16

LA REVUE BLANCHE

ALTHOUGH I collaborated unremittingly with the Revue Blanche (where for a long time the writing of book reports fell to me), I never mingled much with the group of its colleagues and am sorry to-day to have only caught glances of various remarkable personalities among them. There is doubtless not a single painter, or writer of real value, recognized to-day, who does not owe the brothers Natanson and Félix Fénéon, unerring and subtle pilot of the ship, an ample tribute of gratitude. The Revue Blanche quickly became, if I may say so paradoxically, a rallying point for divergences, where all the innovators, those unsubmissive to the stereotyped, to academics, to the restraints of outworn orthodoxies, were assured of finding a warm welcome. And not only a welcome. The Revue took it upon itself to sustain them to defend them against the attacks of scandalized Philistines, and slowly, tenaciously, to impose them on the attention and consideration of the public. Whence its extraordinary importance in the literary and artistic history of our times.

But as far as I know, there was not, strictly speaking, any salon of the Revue Blanche, where its collaborators were assured of meeting each other weekly as those of the Mercure, around Vallette and Rachilde. Simple offices, a sort of editor’s room, where every day and at any hour, all meetings were possible. And that is how, one evening, as I was going to carry my copy to the editor’s office, I passed Valloton to whom Thadée introduced me. He was only passing by, too. The Mercure had just published Livre des Masques in which Remy de Gourmont had grouped his presentations of the most noteworthy authors of the period; and each one was preceded by a wood engraving done by Valloton. The scrupulous and worthy Swiss painter, not always being able to refer to the model, was sometimes inspired by photographs (as in my case). Before holding out his hand to me, he considered me for a few minutes, then: “Heavens, my dear Gide, I would never have recognized you from my portrait.”

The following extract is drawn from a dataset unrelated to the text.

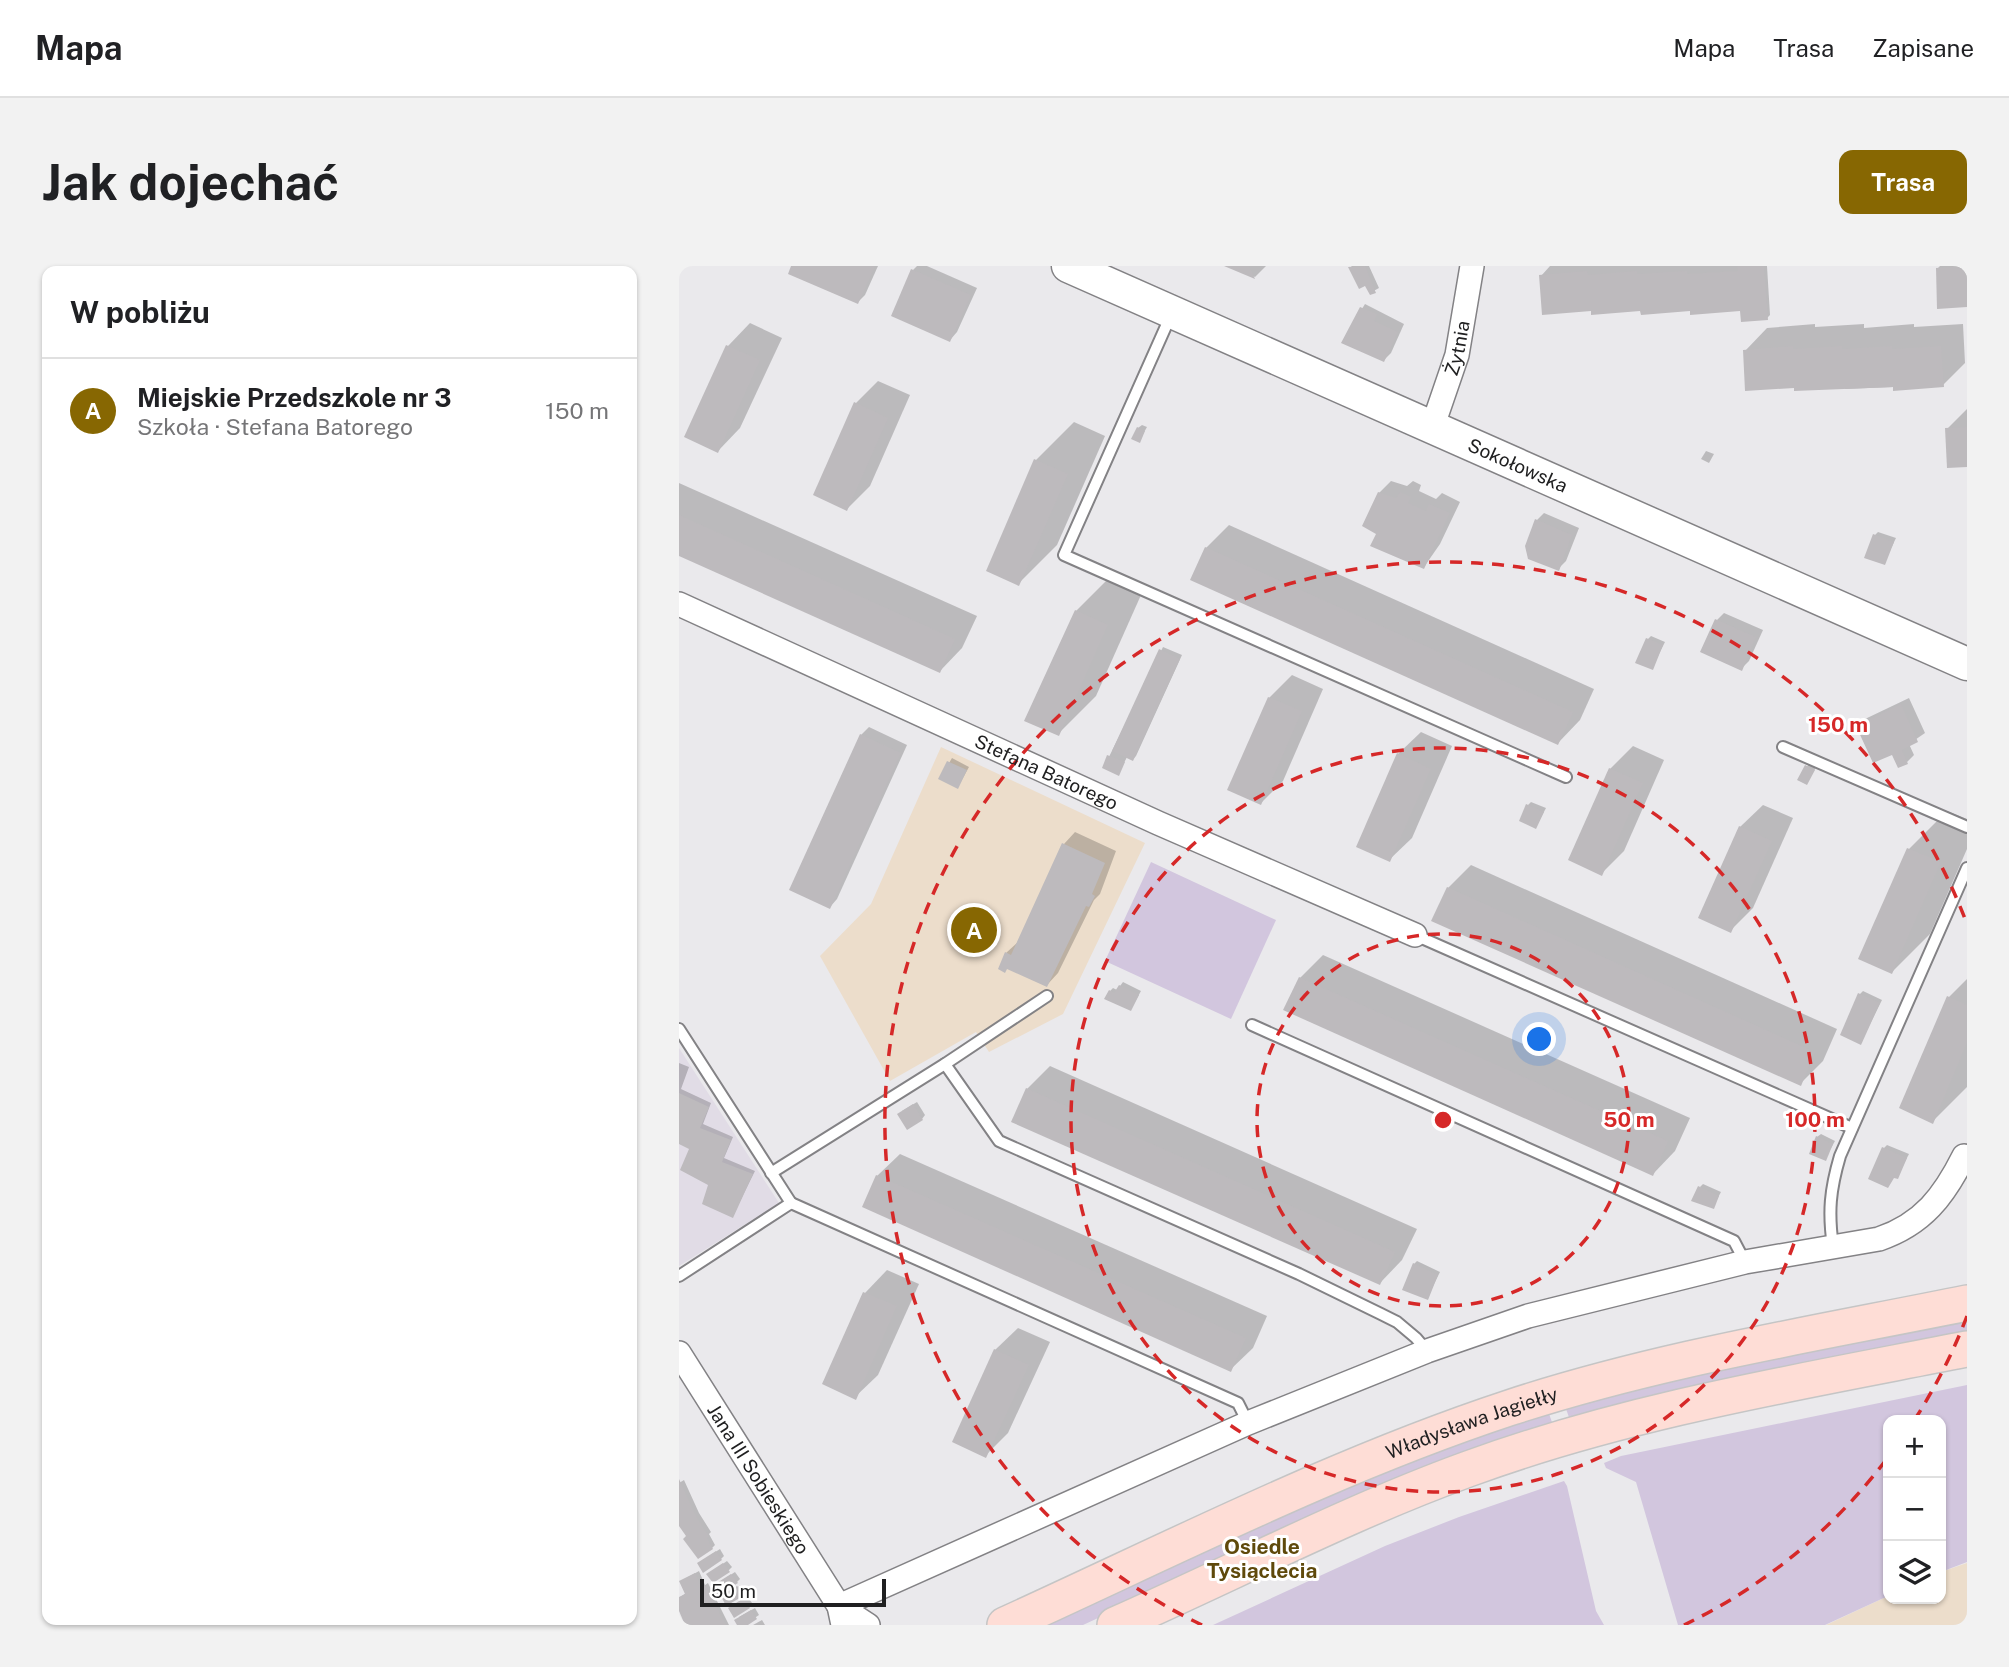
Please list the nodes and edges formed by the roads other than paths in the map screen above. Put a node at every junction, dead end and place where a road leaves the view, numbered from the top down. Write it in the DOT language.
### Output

And then Toulouse-Lautrec, Vuillard, Bonnard, Roussel, among the painters, and among the men of letters, Mirabeau, Madrus, Paul Adam, Jarry, Charles-Louis Philippe and so many others still who were discovered, launched, protected and sustained by Fénéon, I met elsewhere.

Even of Fénéon, there is nothing left for me to say, after the masterly portrait that Jean Paulhan recently traced of him.

Of the brothers Natanson, Thadée is the one I knew best; that is to say, a little less accidentally and fleetingly than his elder brother, Alexandre, or the middle one, Alfred; but the thick beard he wore, like Tristan Bernard, put up a screen against the effusions that the smiling amenity of his face would have invited. I doubt if that beard did not half conceal a simple kindness. Nevertheless, he was sensitive to everything, curious about everything, prepared for the echo, hearing nothing with indifference. Equally in love with letters and art, admirably trained by Fénéon and by his natural instinct, his mind and heart open to all generous causes. The Revue Blanche, at his invitation or following him, willingly “took its stand,” as one says to-day. Without being exactly a partisan, it easily took on a reddish tint, and its collaborators often assumed leadership.

Courageous Revue Blanche! How we need you to-day!